Hillary Clinton Finally Comments on Ferguson, Focuses on Race-Based Enforcement Injustices

Did it really take that long to get the comments focus group-tested?Hey, remember when Paul Waldman
in The Washington Post
wondered
where the libertarians were on Michael Brown’s killing
in Ferguson, Missouri, and then Sen. Rand Paul wrote a
big op-ed in Time
the next day denouncing both the
militarization of the police and the racial injustices of the way
blacks are treated by law enforcement and courts?

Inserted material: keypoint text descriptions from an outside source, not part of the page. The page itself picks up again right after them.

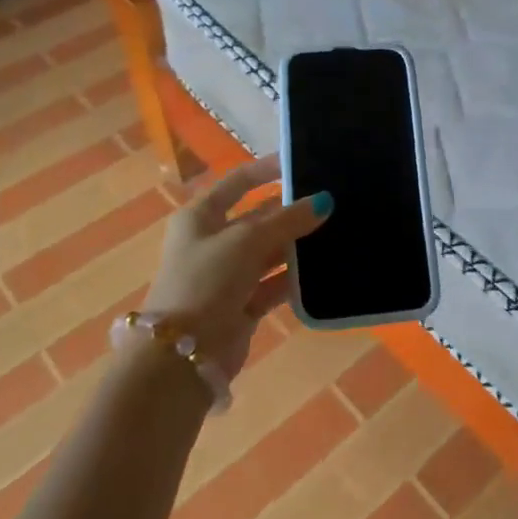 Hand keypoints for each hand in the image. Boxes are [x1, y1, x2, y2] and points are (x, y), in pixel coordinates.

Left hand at [144, 154, 330, 380]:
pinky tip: (323, 269)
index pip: (238, 182)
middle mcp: (213, 241)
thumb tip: (323, 202)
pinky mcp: (242, 304)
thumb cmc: (206, 281)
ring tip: (336, 232)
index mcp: (201, 216)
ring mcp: (228, 274)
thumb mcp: (247, 241)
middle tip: (331, 202)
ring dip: (296, 245)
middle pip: (258, 217)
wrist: (182, 355)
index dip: (266, 170)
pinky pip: (274, 283)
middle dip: (290, 211)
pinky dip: (294, 277)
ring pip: (269, 251)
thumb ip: (287, 220)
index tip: (301, 163) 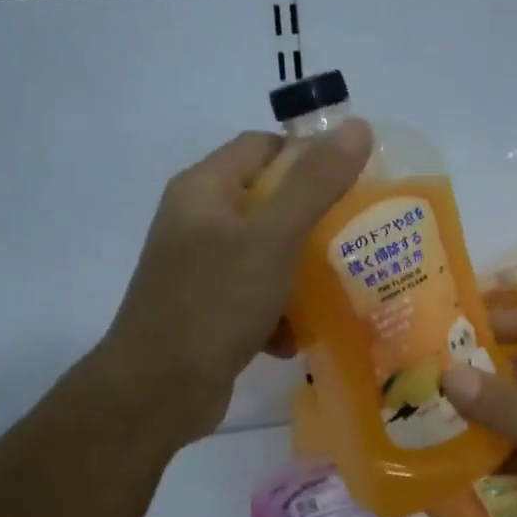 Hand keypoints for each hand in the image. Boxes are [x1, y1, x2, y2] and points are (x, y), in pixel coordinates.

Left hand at [101, 121, 372, 443]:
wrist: (158, 390)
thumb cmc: (215, 302)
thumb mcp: (273, 238)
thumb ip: (316, 183)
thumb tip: (358, 127)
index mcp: (203, 189)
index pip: (262, 148)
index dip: (308, 158)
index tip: (351, 186)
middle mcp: (196, 222)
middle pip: (267, 204)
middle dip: (312, 224)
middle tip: (355, 241)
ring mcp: (198, 270)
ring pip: (264, 256)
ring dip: (298, 275)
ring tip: (334, 292)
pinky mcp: (205, 311)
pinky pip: (252, 298)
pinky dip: (276, 314)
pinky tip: (293, 339) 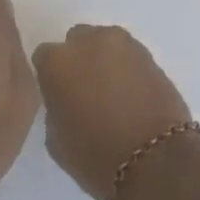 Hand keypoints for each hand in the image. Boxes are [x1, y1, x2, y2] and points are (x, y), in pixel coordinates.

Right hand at [32, 25, 192, 199]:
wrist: (155, 158)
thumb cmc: (95, 156)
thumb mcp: (56, 140)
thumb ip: (55, 107)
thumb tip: (66, 98)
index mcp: (58, 62)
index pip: (44, 57)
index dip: (51, 76)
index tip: (58, 95)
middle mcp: (88, 41)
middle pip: (77, 41)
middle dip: (78, 60)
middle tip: (85, 91)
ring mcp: (122, 43)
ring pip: (104, 44)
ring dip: (103, 60)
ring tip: (111, 92)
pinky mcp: (149, 51)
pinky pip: (128, 54)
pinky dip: (126, 67)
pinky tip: (131, 92) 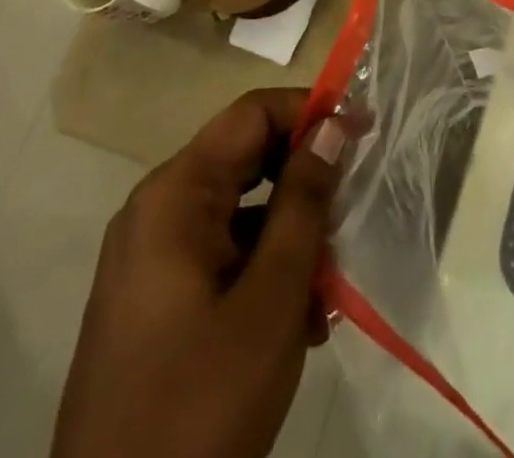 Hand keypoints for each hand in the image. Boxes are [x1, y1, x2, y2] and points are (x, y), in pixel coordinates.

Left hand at [52, 88, 347, 457]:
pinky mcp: (154, 298)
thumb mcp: (273, 294)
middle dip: (306, 178)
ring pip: (241, 209)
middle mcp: (155, 211)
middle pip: (246, 157)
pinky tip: (300, 318)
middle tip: (352, 208)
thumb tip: (333, 125)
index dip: (312, 110)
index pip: (253, 113)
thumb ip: (305, 199)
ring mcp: (149, 258)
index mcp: (174, 196)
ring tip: (330, 282)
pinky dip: (265, 266)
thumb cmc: (201, 403)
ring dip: (292, 231)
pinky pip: (222, 252)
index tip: (364, 131) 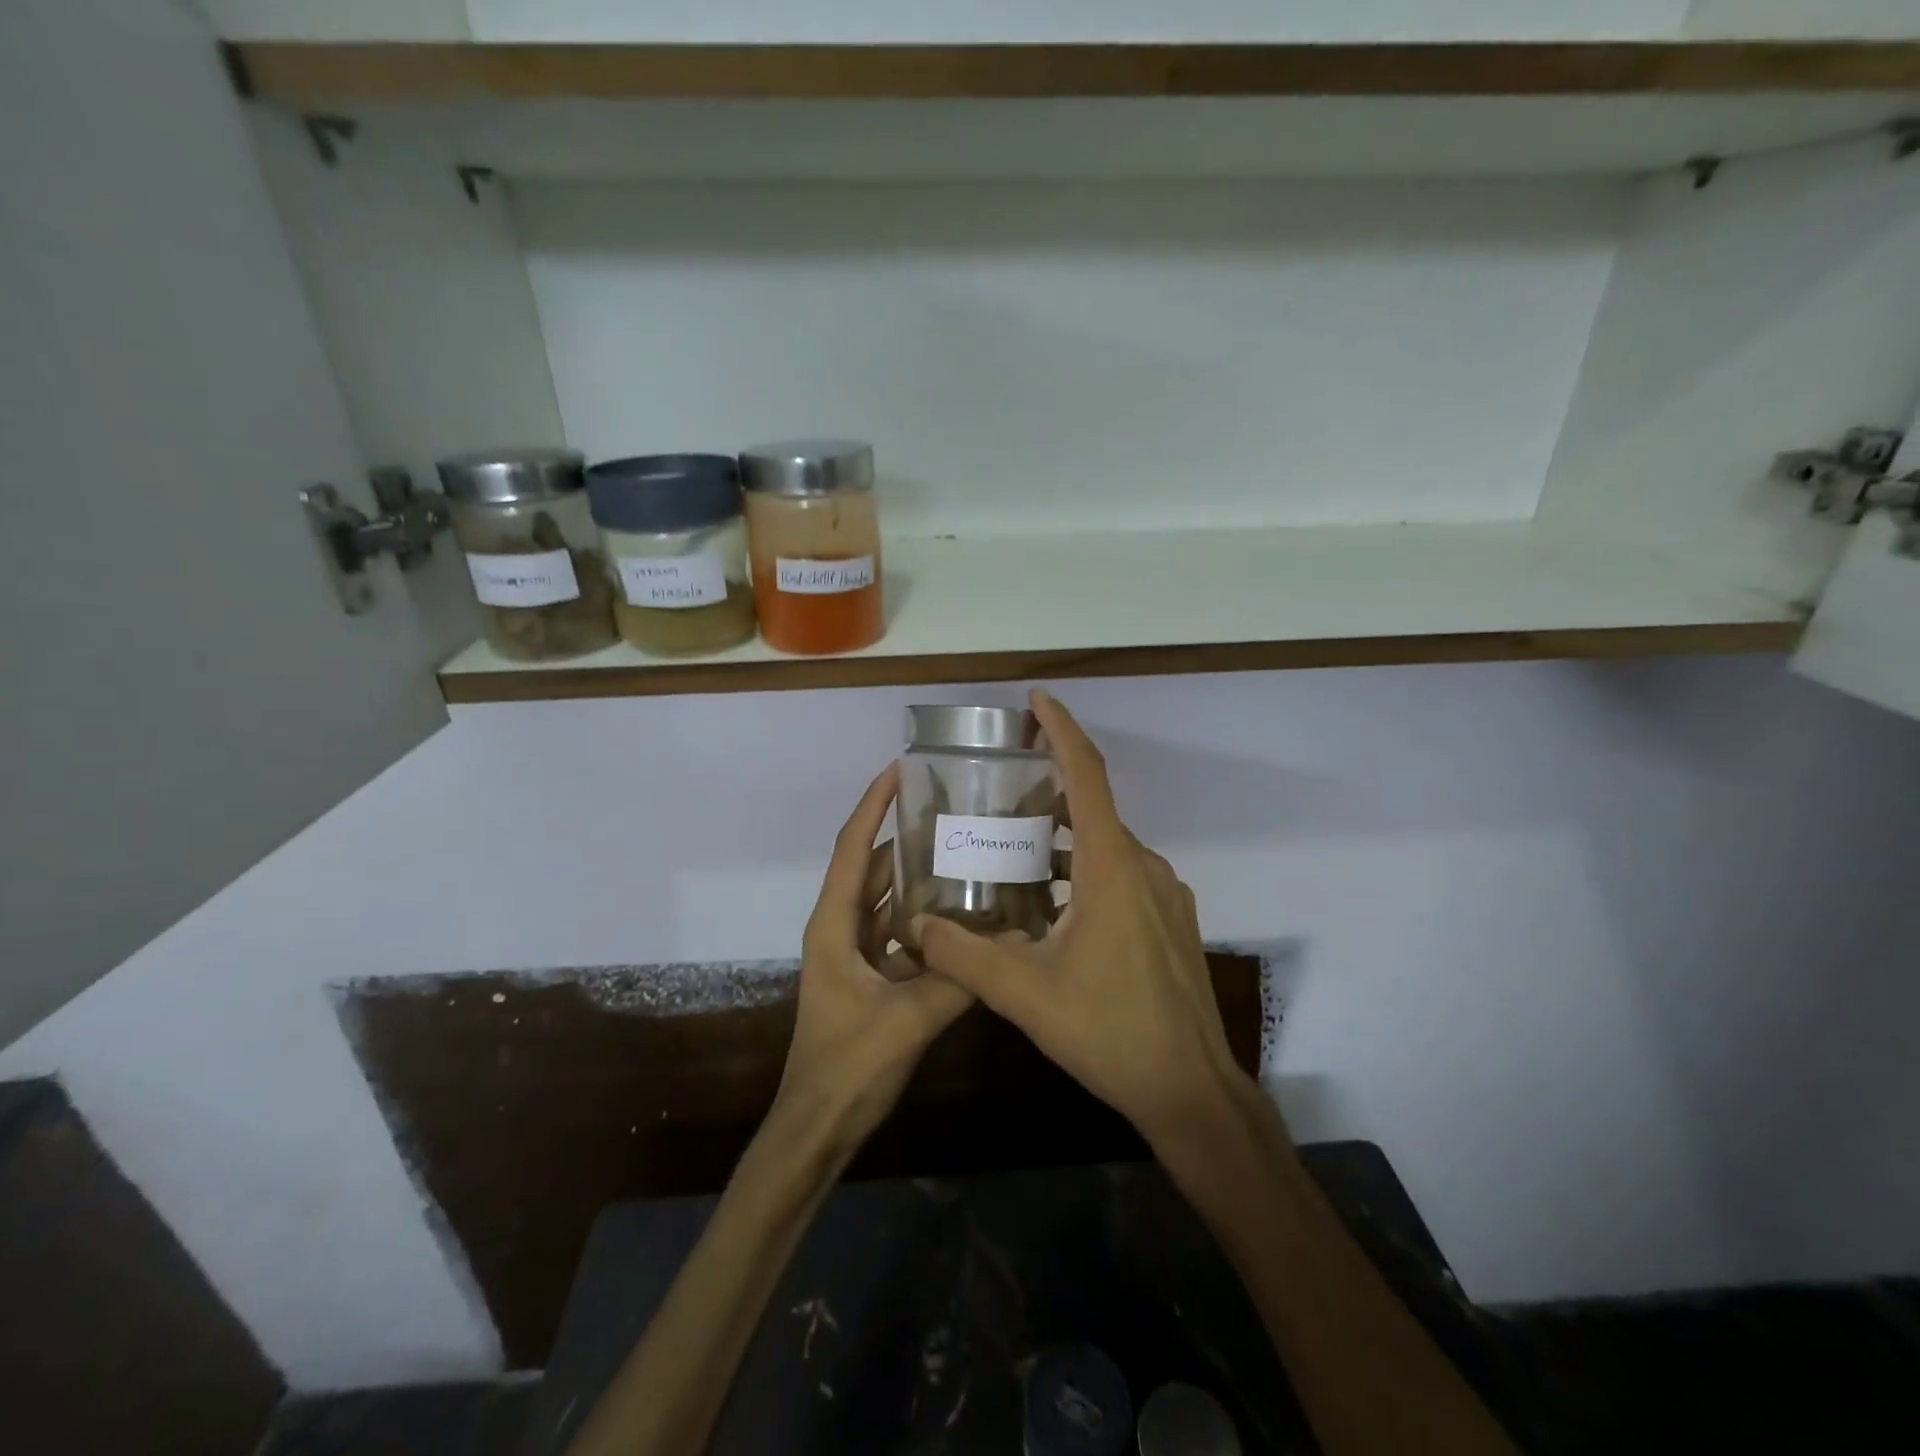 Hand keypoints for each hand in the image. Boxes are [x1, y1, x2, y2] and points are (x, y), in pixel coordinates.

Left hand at [775, 763, 974, 1147]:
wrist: (817, 1127)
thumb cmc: (847, 1067)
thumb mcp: (907, 1019)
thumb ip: (957, 979)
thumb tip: (1009, 941)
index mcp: (834, 924)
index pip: (854, 847)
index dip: (874, 805)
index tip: (900, 768)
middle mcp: (840, 928)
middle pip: (873, 867)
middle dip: (906, 836)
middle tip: (953, 811)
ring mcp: (854, 953)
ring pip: (887, 899)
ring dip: (918, 877)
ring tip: (964, 852)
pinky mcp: (869, 976)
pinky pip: (899, 932)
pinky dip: (925, 919)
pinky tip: (963, 916)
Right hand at [915, 690, 1242, 1148]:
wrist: (1190, 1090)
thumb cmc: (1109, 1030)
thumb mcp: (1024, 993)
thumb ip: (964, 955)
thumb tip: (916, 926)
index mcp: (1112, 866)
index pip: (1087, 775)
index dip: (1062, 730)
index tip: (1037, 700)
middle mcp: (1144, 867)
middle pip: (1094, 810)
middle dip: (1049, 794)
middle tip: (999, 797)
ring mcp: (1165, 895)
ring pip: (1107, 848)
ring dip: (1065, 841)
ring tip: (1016, 853)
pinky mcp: (1172, 922)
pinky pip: (1123, 877)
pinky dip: (1087, 872)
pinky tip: (1055, 908) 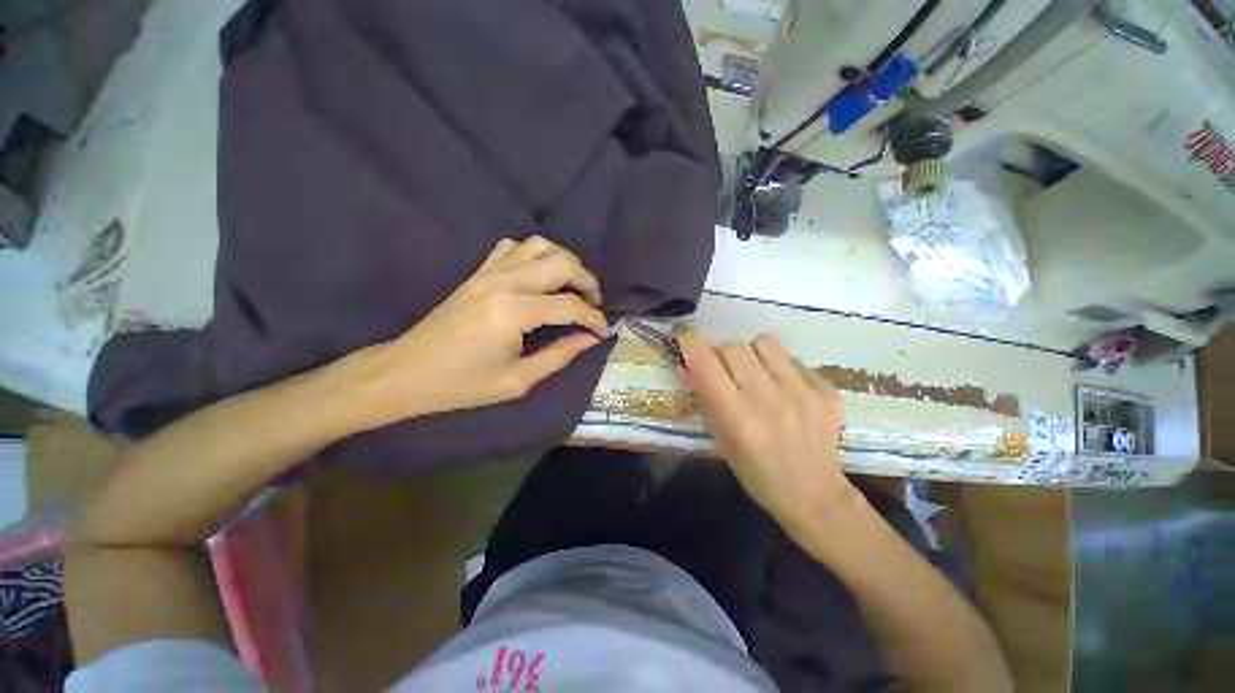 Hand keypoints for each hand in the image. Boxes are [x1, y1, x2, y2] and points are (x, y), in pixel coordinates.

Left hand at [347, 236, 607, 429]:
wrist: (407, 372)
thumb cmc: (462, 384)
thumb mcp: (518, 380)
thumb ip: (559, 355)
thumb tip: (590, 339)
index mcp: (514, 312)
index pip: (570, 306)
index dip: (594, 318)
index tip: (603, 331)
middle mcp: (504, 282)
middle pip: (561, 263)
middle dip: (587, 281)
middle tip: (594, 304)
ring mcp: (489, 272)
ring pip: (540, 245)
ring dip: (564, 262)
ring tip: (571, 286)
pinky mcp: (478, 273)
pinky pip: (513, 247)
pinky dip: (534, 255)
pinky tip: (538, 277)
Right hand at [672, 325, 857, 536]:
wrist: (814, 494)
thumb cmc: (755, 471)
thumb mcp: (719, 438)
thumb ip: (701, 397)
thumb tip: (682, 364)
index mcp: (737, 416)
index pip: (705, 361)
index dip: (689, 340)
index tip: (682, 334)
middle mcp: (769, 398)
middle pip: (734, 346)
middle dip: (722, 354)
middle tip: (727, 373)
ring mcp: (803, 391)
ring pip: (764, 342)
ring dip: (752, 354)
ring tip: (757, 375)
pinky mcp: (826, 389)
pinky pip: (792, 358)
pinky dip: (780, 366)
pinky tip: (784, 389)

Just thought I should remind folks about that happening nearly
two weeks ago.

In completely unrelated news, presumptive Democratic candidate
for president Hillary Clinton finally weighed in on the events in
Ferguson yesterday. The Washington Post has some video
footage of her prepared comments
here
. She makes a vague reference to the militarization of
police by saying “Nobody wants our streets to look like a war
zone,” but she focused much more on the racism inherent in how our
current justice system operates:

Imagine what we would feel and what we would do if white drivers
were three times as likely to be searched by police during a
traffic stop as black drivers instead of the other way around. If
white offenders received prison sentences ten percent longer than
black offenders for the same crimes. If a third of all white men –
just look at this room and take one-third – went to prison during
their lifetime. Imagine that. That is the reality in the lives of
so many of our fellow Americans in so many of the communities in
which they live.

Her comments aren’t bad at all (though her vagueness on
militarization suggests to me that she doesn’t see the distribution
of equipment as a problem but rather its use in these
circumstances). But it certainly took her a long time to articulate
simple thoughts about racial injustice that aren’t actually all
that controversial or new and haven’t already been said in response
to Ferguson. Remember, this is the woman who campaigned against
Barack Obama with the famous “3 a.m. phone call” that she would be
more ready to lead at a moment’s notice than any of her Democratic
rivals:

There’s nothing wrong with taking a day or so to get your
thoughts together over the complex issues that drove what happened
in Ferguson. But two weeks after everybody else? It makes her look
like she wanted to evaluate what everybody else was saying first.